Мы сидели с ним в комнате отдыха дома-интерната для ветеранов, и он смущенно, потому что из-за ранения плохо получались слова, рассказывал о своей солдатской судьбе.
Шел 1941 год. Ему, молодому оленеводу из Малоземельской тундры, тогда только исполнилось 19 лет. Как и многих его сверстников, Николая забрали на фронт в августе 1941-го. Это был самый страшный и тяжелый период Великой Отечественной войны: не хватало подготовленных солдат, не хватало оружия, Советская армия отступала.
Но когда я спросила Николая Васильевича, о каком эпизоде или событии времен войны ему больнее всего вспоминать, он ответил не сразу:
– Больнее всего от того, что я так ни разу не написал матери письмо с фронта, ведь она в тундре у меня тогда одна осталась. Я в начальной школе учился неплохо, изучал грамоту. А вот писем так и не написал...
Только в том не было вины молодого солдата, он готов был писать маме каждый день.
Но оказалось, что до 1937 года ненцев учили по латинскому, а не по русскому алфавиту. Буквы были иностранные, и писать письма таким «вражеским словом» Николаю запретили, а других букв он не знал. Так и не дождалась мать от сына писем с фронта.

Белоруссия родная, Украина золотая... Тундра милая моя!

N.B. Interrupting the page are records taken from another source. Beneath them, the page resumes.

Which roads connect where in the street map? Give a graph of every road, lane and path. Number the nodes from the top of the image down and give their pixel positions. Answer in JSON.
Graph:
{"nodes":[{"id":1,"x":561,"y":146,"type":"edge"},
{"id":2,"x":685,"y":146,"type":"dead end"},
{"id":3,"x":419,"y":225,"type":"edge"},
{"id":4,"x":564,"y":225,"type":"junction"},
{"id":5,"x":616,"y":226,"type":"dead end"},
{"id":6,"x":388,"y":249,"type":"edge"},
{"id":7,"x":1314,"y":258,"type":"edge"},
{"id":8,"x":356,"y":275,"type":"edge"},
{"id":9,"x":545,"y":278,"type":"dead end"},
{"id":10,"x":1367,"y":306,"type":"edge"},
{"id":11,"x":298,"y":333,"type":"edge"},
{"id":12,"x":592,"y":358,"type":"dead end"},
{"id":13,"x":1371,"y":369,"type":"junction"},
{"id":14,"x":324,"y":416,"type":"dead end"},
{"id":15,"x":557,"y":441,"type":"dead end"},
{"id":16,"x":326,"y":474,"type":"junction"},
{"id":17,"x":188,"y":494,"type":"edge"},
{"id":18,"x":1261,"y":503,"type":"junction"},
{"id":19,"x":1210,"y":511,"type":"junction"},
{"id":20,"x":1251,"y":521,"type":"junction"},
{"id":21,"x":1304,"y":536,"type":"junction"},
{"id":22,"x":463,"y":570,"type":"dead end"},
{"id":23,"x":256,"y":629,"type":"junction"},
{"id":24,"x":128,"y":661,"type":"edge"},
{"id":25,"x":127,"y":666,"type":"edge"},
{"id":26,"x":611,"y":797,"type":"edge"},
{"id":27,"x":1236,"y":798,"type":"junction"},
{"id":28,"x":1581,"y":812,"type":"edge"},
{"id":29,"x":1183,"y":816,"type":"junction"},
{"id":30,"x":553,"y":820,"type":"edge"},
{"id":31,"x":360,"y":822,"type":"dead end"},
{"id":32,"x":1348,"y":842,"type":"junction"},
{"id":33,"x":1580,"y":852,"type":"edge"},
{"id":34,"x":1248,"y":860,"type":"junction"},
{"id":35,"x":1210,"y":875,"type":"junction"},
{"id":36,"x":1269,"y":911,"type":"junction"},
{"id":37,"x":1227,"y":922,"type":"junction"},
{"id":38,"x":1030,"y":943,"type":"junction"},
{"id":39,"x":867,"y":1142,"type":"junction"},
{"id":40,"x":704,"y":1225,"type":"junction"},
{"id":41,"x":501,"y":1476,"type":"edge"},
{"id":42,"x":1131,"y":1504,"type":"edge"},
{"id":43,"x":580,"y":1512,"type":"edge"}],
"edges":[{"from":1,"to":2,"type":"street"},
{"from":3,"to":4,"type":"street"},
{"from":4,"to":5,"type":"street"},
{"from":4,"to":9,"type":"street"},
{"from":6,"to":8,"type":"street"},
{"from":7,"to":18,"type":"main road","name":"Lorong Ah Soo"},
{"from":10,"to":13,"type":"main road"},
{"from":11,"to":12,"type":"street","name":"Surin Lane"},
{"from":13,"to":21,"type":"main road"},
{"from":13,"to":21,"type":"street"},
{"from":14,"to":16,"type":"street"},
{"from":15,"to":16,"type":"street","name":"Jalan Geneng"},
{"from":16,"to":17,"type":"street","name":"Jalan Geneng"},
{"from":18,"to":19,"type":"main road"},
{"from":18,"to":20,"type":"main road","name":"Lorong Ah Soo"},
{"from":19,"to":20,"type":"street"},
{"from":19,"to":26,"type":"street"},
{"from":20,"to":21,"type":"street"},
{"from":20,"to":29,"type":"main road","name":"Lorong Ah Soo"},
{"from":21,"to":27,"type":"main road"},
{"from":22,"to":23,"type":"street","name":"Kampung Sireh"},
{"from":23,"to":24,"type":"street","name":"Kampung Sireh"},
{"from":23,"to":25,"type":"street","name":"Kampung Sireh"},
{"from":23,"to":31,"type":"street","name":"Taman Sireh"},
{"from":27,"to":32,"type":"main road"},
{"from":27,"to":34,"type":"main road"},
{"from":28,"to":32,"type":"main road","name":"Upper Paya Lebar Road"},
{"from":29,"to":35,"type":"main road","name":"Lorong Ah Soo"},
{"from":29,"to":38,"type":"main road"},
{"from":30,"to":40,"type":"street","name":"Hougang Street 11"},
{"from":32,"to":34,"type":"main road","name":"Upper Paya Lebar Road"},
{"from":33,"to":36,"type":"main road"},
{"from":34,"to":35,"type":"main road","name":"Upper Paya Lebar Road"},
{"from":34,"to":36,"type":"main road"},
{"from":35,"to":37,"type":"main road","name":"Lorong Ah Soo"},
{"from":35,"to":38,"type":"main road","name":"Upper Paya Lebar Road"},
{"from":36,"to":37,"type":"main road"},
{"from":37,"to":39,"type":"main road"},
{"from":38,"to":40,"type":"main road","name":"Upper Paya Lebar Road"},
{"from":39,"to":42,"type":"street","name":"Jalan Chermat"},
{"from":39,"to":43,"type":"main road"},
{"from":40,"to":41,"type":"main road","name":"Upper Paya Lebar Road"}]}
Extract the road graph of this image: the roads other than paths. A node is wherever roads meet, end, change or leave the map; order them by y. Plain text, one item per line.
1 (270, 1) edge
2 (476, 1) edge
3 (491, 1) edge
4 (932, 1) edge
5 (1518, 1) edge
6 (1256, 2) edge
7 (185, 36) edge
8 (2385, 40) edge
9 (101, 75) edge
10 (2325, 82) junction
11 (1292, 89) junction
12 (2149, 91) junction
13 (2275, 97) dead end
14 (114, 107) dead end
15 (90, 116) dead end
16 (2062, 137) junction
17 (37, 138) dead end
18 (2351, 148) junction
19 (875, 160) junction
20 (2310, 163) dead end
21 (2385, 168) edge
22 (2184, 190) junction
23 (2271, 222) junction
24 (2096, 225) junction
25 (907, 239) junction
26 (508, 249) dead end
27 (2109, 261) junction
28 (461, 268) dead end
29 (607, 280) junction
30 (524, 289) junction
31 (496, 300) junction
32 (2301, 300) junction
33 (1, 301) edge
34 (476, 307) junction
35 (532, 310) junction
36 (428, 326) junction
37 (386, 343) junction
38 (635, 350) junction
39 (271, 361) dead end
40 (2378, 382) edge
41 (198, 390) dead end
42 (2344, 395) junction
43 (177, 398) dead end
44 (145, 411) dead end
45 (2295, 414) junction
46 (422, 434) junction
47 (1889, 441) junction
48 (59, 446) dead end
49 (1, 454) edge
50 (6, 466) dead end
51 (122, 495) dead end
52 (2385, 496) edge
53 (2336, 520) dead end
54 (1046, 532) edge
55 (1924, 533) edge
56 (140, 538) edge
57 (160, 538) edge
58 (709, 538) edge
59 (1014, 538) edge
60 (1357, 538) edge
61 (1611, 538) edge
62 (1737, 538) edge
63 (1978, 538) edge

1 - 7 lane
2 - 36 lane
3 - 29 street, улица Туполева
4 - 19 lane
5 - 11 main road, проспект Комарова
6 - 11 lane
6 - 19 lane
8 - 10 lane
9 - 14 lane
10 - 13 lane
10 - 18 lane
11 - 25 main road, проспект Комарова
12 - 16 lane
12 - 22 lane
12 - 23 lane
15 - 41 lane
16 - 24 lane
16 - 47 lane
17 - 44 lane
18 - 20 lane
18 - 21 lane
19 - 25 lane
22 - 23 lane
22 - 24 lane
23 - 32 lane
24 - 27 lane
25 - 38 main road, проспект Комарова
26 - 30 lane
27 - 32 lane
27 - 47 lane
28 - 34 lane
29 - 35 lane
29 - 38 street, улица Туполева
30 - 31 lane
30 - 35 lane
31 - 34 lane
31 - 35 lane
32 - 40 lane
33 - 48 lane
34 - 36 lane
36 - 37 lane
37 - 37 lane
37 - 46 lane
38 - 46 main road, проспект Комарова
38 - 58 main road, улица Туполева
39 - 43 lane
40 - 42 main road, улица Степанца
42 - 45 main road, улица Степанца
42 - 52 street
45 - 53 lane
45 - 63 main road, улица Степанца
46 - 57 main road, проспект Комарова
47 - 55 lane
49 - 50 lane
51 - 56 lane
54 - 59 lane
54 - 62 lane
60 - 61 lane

В сентябре 1941 года весь призыв отправили на учебу в Холмогоры. Каждый день молодые солдаты маршировали и учились стрелять по мишеням. С того времени очень хорошо запомнилась фронтовику разудалая песня «Белоруссия родная, Украина золотая…» Она поднимала солдатам настроение, особенно когда идущий впереди взводный заливисто свистел. После месяца тренировок новобранцев отправляют эшелоном на Ленинградский фронт. И прямо в самое пекло с одной винтовкой на 20 человек. В первой же схватке с фашистами полегла половина холмогорских новобранцев, 32 сразу попали в плен, среди них оказался и рядовой Талеев.
Два долгих года, вплоть до самого прорыва блокады, Николай и другие военнопленные работали в немецком лагере: рубили лес, заготовляли бревна. Лагерь из 200 военнопленных был окружен колючей проволокой и охранялся специальной комендантской ротой, располагавшейся в 20 землянках.
Николай Васильевич вспоминал, что сначала фашисты кормили их два раза: утром и вечером давали концентрат и кипяток, но к концу срока, когда затянувшаяся блокада Ленинграда начала их раздражать, кормить вовсе перестали. Тогда многие и умерли.
До войны Николай нигде, кроме родной тундры, не бывал, поэтому и названия городов вроде Выборг или Синявино ему мало о чем говорили. Хотя именно эти слова чаще всего звучали в разговорах военнопленных и в грубых криках немецких охранников.
Когда наши войска прорвали кольцо ленинградской блокады и освободили военнопленных, для многих это стало лишь новым жизненным испытанием.
Их взял «на карандаш» НКВД, где очень быстро решили, что раз пленные заготовляли лес для фашистов, значит, их можно квалифицировать как пособников. По законам военного времени большинство солагерников Николая Васильевича Талеева попали в новые, уже советские, лагеря и штрафбаты.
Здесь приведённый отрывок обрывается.